What is synthetic data for optical flow?

As data is the driving force of machine learning, the new wave of solutions struggles with challenges with respect to data size, generation, and ground truth availability. Robust and relevant optical flow datasets are essential to ensure continued progress and to evaluate algorithms. In the vein of producing annotated datasets and evaluating the performance of optical flow algorithms, synthetic data has emerged as an attractive solution. Indeed, optical flow is one of the first computer vision fields to embrace synthetic data for evaluation since the early 1990s.

Various low-level computer vision tasks on a synthetic image from the Multi-Object Video (MOVi) datasets

A list of synthetic datasets for optical flow

Synthetic datasets have been used for benchmark evaluation and are a necessity in highly dynamic or interactive scenes. The following table summarizes a list of synthetic datasets that can be used for optical flow. The table provides the year of publication and the size of each dataset. A closer look at these cited datasets and information on where to find them are given in the following sections of this article.

DatasetPublished inFrames
Virtual KITTI201621,260
Falling Things201860,000
Flying Chairs201521,818
SceneNet RGB-D20175,000,000
Kubric (MOVi-F)202210,000
A summary table of a number of synthetic datasets for optical flow.

The first synthetic datasets for optical flow

Since the introduction of the famous Yosemite dataset (1994), synthetic image sequences have proven their success as an alternative to real-world images for optical flow evaluation. The Yosemite sequence was one of the first synthetic image datasets ever created. It contains synthetic images of a fly through the Yosemite valley. The dataset has been extensively used in many optical flow evaluation and optimization algorithms. The data is hosted here.

In the context of vision-based driver assistance, the “.enpeda.. Image Sequence Analysis Test Site”, EISATS (2011), is made publicly available. The dataset is divided into multiple sets. Set 2 consists of synthetic image sequences with ground truth information. The ultimate goal of the dataset is to enable performance evaluation for various computer vision tasks such as stereo vision, optic flow, and motion analysis.

UCL-Flow (2013) is composed of a number of image pairs that feature moving objects and moving cameras (panning left and right, and rotation). This ground truth dataset has been generated initially to measure the optical flow confidence. By learning the confidence, it becomes possible to estimate if a flow algorithm is likely to fail and, consequently, to select the best performing algorithm. The dataset can be downloaded from the project page with the code source to generate additional data.

The following two images are synthetically generated optical flow sequences from the UCL-Flow dataset. The two images represent the intensity image and a rendering of the ground truth flow field.

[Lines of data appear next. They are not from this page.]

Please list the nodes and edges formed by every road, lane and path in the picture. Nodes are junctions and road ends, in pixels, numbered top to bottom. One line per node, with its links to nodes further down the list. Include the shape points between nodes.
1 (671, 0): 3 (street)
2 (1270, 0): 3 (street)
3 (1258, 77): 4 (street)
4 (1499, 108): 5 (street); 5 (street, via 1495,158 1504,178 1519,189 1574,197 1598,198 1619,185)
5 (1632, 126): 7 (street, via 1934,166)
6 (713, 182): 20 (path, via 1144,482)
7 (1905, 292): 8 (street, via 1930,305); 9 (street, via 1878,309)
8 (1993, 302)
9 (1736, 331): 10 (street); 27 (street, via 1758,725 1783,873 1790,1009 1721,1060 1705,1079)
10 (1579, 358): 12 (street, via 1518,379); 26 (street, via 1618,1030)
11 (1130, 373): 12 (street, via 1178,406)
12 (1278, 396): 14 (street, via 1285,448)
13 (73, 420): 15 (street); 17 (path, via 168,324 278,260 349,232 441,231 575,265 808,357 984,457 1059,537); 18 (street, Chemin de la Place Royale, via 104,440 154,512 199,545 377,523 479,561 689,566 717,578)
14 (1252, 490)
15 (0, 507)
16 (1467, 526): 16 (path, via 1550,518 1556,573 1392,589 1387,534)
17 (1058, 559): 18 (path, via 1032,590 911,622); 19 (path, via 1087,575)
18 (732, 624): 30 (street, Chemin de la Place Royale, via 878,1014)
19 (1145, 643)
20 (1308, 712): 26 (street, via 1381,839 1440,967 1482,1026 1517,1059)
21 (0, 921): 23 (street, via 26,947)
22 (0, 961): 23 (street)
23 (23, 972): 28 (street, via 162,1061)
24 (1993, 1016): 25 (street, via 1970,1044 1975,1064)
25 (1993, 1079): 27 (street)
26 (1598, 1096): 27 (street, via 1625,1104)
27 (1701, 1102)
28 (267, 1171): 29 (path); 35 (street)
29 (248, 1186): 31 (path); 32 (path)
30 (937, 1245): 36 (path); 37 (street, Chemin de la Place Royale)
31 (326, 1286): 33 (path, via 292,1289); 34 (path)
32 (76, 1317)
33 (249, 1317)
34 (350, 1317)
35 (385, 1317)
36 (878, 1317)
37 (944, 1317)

Widely used datasets for optical flow

A selection of the Yosemite dataset sequences is part of the Middlebury dataset (2011), a widely used synthetic dataset. Middlebury provides a collection of synthetic images for optical flow algorithms. In addition to the Yosemite gray-scale sequences, Middlebury contains urban and natural outdoor synthetic sequences. These synthetic images are colored and are generated under controlled environments (lighting effects with shadows and rich textures). This dataset provides only eight frame pairs with ground truth. Find more about Middlebury optical flow datasets.

MPI-Sintel (2012) is a flow dataset for the evaluation of optical flow algorithms. It is derived from the animated film, Sintel. The dataset contains a variety of sequences rich in image degradations and effects. While the scenes remain the same between the dataset and the original movie, the rendering settings are modified to make the data suitable to construct an optical flow evaluation dataset. Blender is used to generate the frames of the dataset and to simulate different aspects of image creation. The MPI-Sintel dataset and its source code are available for download. The MPI-Sintel dataset is composed of three sets of image sequences with different effects. The three passes are:

  • Albedo: the simplest pass.
  • Clean: exhibits smooth shading, self-shadowing, and other more complex illumination and reflections effects.
  • Final: is the most challenging pass. This last pass adds atmospheric effects, depth of field, and various blur effects.

Virtual KITTI (2016) is a generated dataset that contains photo-realistic synthetic videos. The synthetic dataset also includes automatically generated ground truth labels for a multitude of video understanding tasks such as object detection and instance segmentation. Virtual KITTI operates in such a way to clone a few seed real-world video sequences. The original real-world KITTI dataset has been used in the context of this real-to-virtual world cloning method. In the last few years, improvements to the original real-world KITTI dataset have been achieved resulting in a more photo-realistic and better-featured version that is available on the website of Naver Labs.

Comparing images from original KITTI (top row), Virtual KITTI (middle row), and Virtual KITTI 2 (bottom row). Image source: Announcing Virtual KITTI 2

Indoor and outdoor synthetic datasets

VIPER (2016), which stands for VIsual PERception benchmark, is a synthetic dataset with ground-truth data. As described in Playing for benchmark, the annotated data enables a wide range of low-level and high-level vision tasks including optical flow, semantic instance segmentation, object detection, and object-level 3D scene layout. The dataset is published online. Its 250,000 video frames have been collected while interacting with the virtual world simulated in the popular computer game Grand Theft Auto V.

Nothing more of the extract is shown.